Prompt: Drop every picture, then transcribe the remaining data exactly.

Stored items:

· · · · · · ·

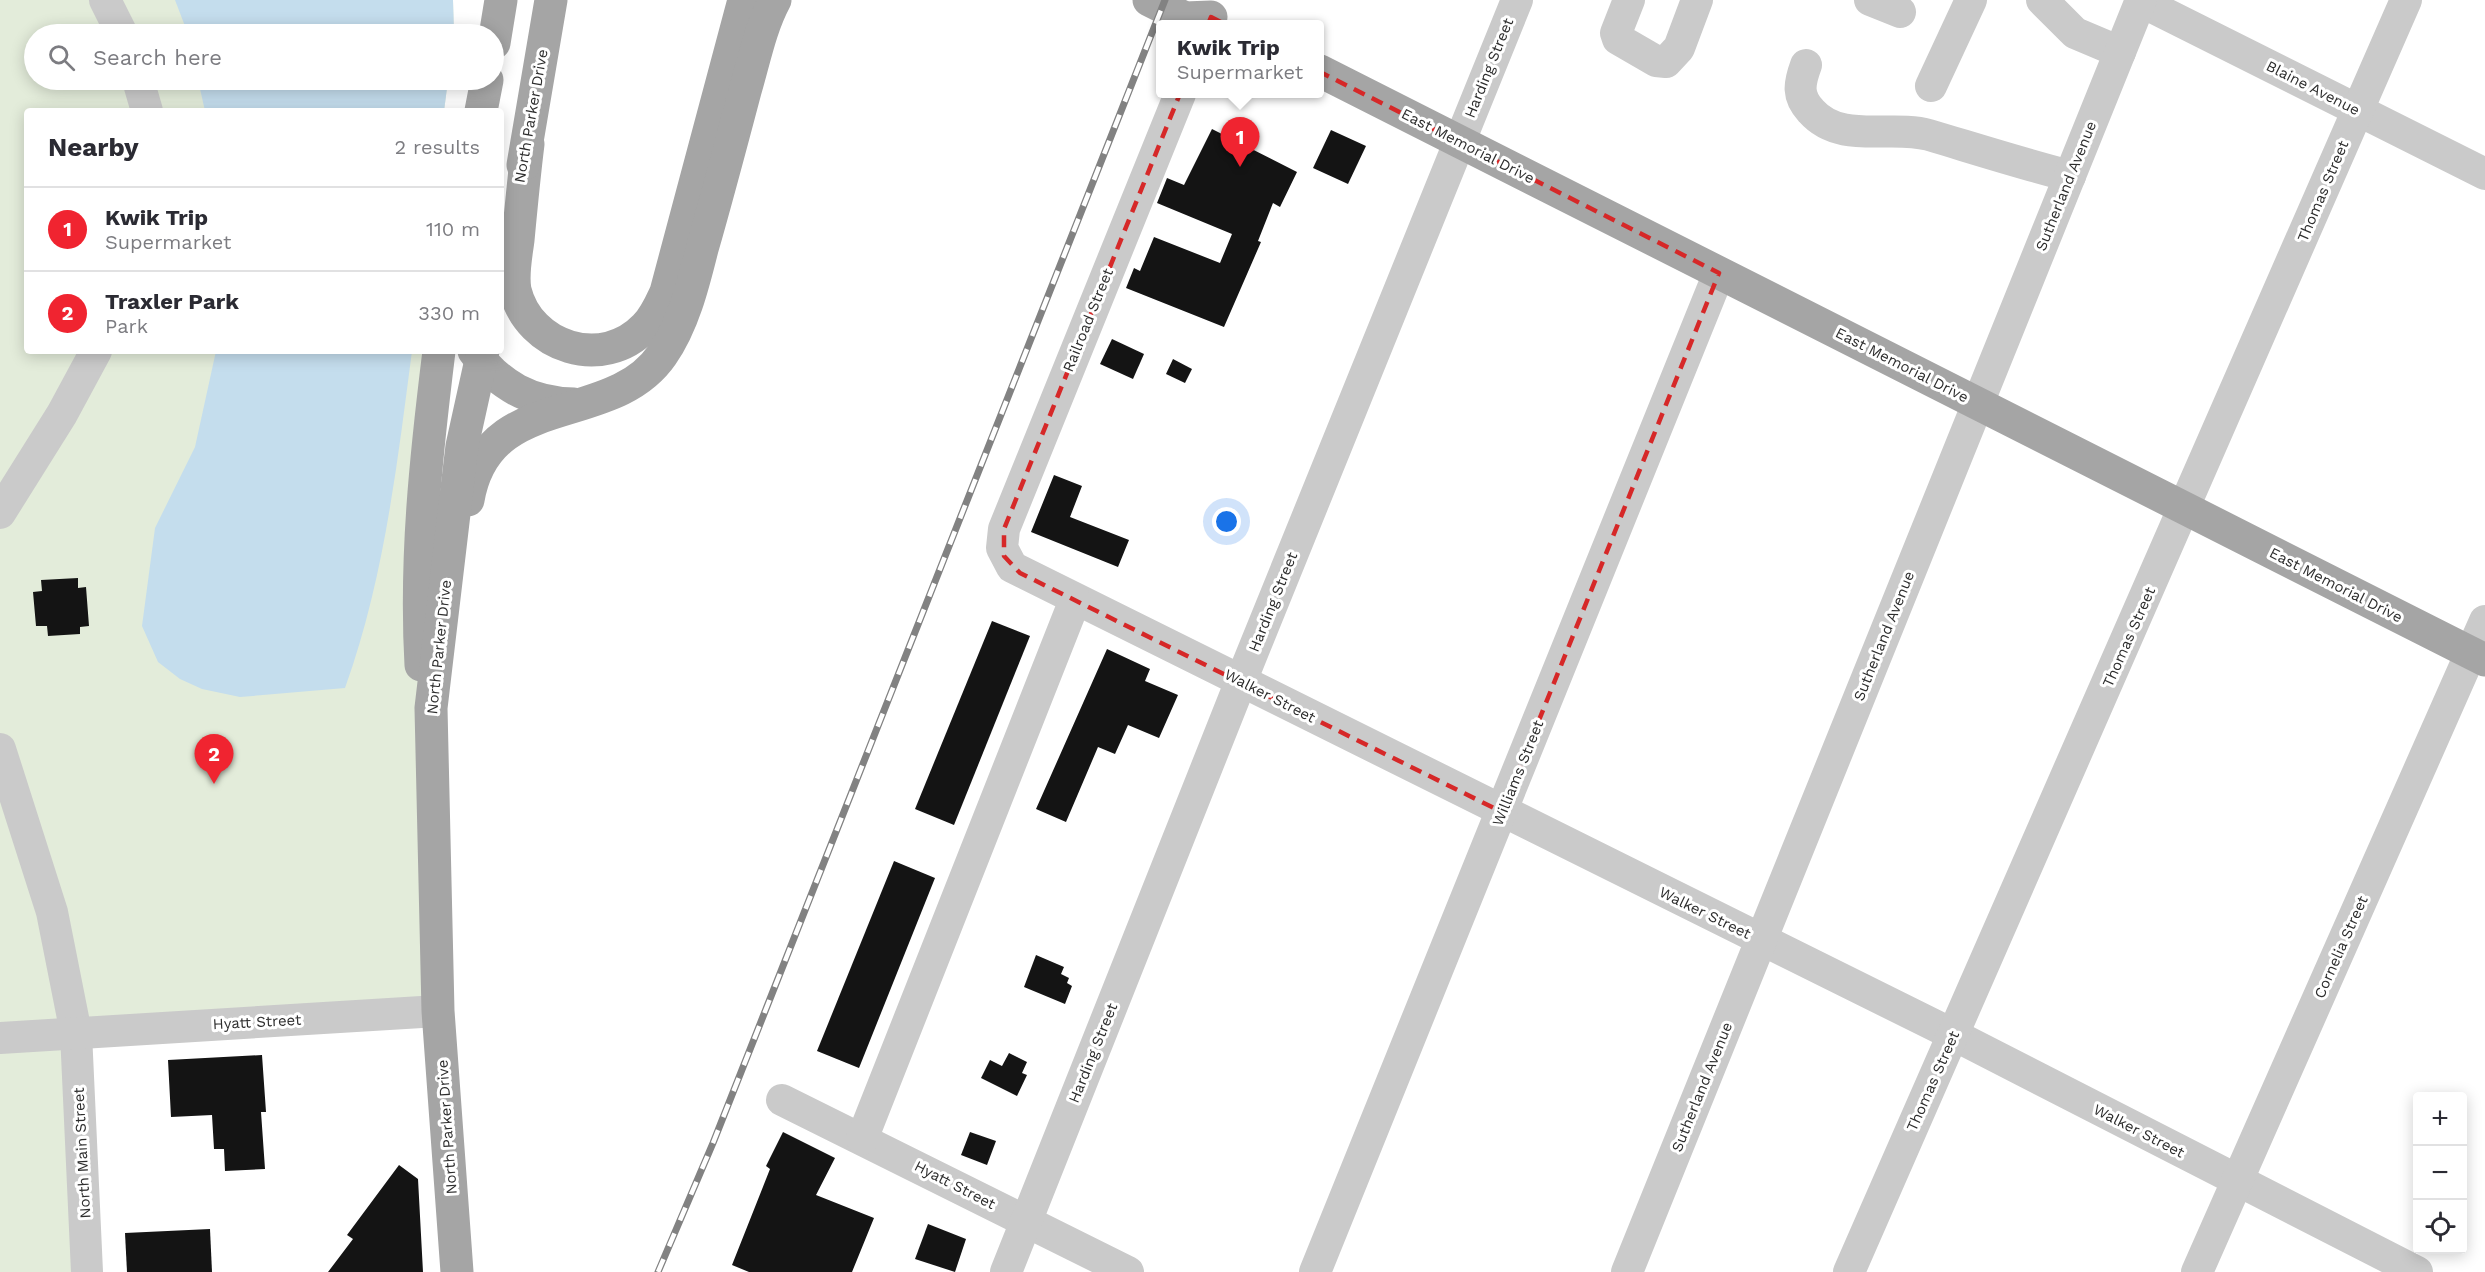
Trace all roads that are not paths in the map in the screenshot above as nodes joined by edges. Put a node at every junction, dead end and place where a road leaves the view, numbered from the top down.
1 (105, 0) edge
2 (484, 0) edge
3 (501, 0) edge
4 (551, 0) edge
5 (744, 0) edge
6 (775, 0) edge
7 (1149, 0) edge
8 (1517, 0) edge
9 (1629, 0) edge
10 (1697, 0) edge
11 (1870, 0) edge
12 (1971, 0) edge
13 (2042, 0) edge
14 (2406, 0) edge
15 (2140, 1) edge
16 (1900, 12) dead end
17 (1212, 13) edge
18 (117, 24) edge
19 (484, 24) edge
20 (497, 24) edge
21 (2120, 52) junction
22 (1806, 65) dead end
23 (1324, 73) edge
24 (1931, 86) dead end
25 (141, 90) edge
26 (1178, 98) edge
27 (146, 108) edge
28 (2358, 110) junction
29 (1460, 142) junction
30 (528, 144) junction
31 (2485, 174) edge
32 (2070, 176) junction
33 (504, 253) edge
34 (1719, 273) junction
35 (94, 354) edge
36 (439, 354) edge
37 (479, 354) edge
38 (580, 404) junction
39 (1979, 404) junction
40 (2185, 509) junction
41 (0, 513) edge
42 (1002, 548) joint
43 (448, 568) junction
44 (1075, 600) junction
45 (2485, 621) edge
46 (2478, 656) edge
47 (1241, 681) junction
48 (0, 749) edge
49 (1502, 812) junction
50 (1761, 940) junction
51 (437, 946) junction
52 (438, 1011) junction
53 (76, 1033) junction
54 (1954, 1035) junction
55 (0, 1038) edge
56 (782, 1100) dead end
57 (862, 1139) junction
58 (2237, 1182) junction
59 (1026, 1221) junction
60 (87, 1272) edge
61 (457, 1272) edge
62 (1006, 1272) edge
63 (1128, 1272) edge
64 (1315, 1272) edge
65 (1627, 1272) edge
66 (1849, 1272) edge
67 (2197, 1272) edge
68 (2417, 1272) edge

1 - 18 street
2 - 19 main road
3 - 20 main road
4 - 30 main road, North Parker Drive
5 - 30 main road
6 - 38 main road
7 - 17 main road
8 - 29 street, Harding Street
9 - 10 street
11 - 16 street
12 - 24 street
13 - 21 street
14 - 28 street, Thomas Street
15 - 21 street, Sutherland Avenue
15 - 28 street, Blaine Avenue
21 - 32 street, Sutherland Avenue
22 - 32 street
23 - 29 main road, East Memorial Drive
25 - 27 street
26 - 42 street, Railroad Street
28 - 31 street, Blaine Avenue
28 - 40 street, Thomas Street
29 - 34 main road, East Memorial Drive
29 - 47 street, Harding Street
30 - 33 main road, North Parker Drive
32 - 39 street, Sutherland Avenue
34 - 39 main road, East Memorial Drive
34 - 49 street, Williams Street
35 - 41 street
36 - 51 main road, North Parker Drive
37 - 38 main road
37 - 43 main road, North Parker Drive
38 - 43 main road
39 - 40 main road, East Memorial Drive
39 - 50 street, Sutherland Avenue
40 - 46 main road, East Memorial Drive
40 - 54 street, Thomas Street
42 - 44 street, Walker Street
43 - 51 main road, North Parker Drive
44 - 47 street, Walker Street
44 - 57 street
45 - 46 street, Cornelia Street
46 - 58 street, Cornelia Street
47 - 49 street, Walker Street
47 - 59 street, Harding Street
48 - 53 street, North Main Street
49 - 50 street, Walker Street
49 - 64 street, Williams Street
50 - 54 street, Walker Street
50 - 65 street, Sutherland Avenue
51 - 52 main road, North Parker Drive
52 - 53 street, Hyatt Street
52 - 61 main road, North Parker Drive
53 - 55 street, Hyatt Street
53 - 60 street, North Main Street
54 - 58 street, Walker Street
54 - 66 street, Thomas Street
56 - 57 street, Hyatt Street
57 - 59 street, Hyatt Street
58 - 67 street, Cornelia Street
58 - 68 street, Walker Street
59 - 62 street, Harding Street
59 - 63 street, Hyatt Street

· · · · · · ·

Solution:
Trace all roads that are not paths in the map in the screenshot above as nodes joined by edges. Put a node at every junction, dead end and place where a road leaves the view, numbered from the top down.
1 (105, 0) edge
2 (484, 0) edge
3 (501, 0) edge
4 (551, 0) edge
5 (744, 0) edge
6 (775, 0) edge
7 (1149, 0) edge
8 (1517, 0) edge
9 (1629, 0) edge
10 (1697, 0) edge
11 (1870, 0) edge
12 (1971, 0) edge
13 (2042, 0) edge
14 (2406, 0) edge
15 (2140, 1) edge
16 (1900, 12) dead end
17 (1212, 13) edge
18 (117, 24) edge
19 (484, 24) edge
20 (497, 24) edge
21 (2120, 52) junction
22 (1806, 65) dead end
23 (1324, 73) edge
24 (1931, 86) dead end
25 (141, 90) edge
26 (1178, 98) edge
27 (146, 108) edge
28 (2358, 110) junction
29 (1460, 142) junction
30 (528, 144) junction
31 (2485, 174) edge
32 (2070, 176) junction
33 (504, 253) edge
34 (1719, 273) junction
35 (94, 354) edge
36 (439, 354) edge
37 (479, 354) edge
38 (580, 404) junction
39 (1979, 404) junction
40 (2185, 509) junction
41 (0, 513) edge
42 (1002, 548) joint
43 (448, 568) junction
44 (1075, 600) junction
45 (2485, 621) edge
46 (2478, 656) edge
47 (1241, 681) junction
48 (0, 749) edge
49 (1502, 812) junction
50 (1761, 940) junction
51 (437, 946) junction
52 (438, 1011) junction
53 (76, 1033) junction
54 (1954, 1035) junction
55 (0, 1038) edge
56 (782, 1100) dead end
57 (862, 1139) junction
58 (2237, 1182) junction
59 (1026, 1221) junction
60 (87, 1272) edge
61 (457, 1272) edge
62 (1006, 1272) edge
63 (1128, 1272) edge
64 (1315, 1272) edge
65 (1627, 1272) edge
66 (1849, 1272) edge
67 (2197, 1272) edge
68 (2417, 1272) edge

1 - 18 street
2 - 19 main road
3 - 20 main road
4 - 30 main road, North Parker Drive
5 - 30 main road
6 - 38 main road
7 - 17 main road
8 - 29 street, Harding Street
9 - 10 street
11 - 16 street
12 - 24 street
13 - 21 street
14 - 28 street, Thomas Street
15 - 21 street, Sutherland Avenue
15 - 28 street, Blaine Avenue
21 - 32 street, Sutherland Avenue
22 - 32 street
23 - 29 main road, East Memorial Drive
25 - 27 street
26 - 42 street, Railroad Street
28 - 31 street, Blaine Avenue
28 - 40 street, Thomas Street
29 - 34 main road, East Memorial Drive
29 - 47 street, Harding Street
30 - 33 main road, North Parker Drive
32 - 39 street, Sutherland Avenue
34 - 39 main road, East Memorial Drive
34 - 49 street, Williams Street
35 - 41 street
36 - 51 main road, North Parker Drive
37 - 38 main road
37 - 43 main road, North Parker Drive
38 - 43 main road
39 - 40 main road, East Memorial Drive
39 - 50 street, Sutherland Avenue
40 - 46 main road, East Memorial Drive
40 - 54 street, Thomas Street
42 - 44 street, Walker Street
43 - 51 main road, North Parker Drive
44 - 47 street, Walker Street
44 - 57 street
45 - 46 street, Cornelia Street
46 - 58 street, Cornelia Street
47 - 49 street, Walker Street
47 - 59 street, Harding Street
48 - 53 street, North Main Street
49 - 50 street, Walker Street
49 - 64 street, Williams Street
50 - 54 street, Walker Street
50 - 65 street, Sutherland Avenue
51 - 52 main road, North Parker Drive
52 - 53 street, Hyatt Street
52 - 61 main road, North Parker Drive
53 - 55 street, Hyatt Street
53 - 60 street, North Main Street
54 - 58 street, Walker Street
54 - 66 street, Thomas Street
56 - 57 street, Hyatt Street
57 - 59 street, Hyatt Street
58 - 67 street, Cornelia Street
58 - 68 street, Walker Street
59 - 62 street, Harding Street
59 - 63 street, Hyatt Street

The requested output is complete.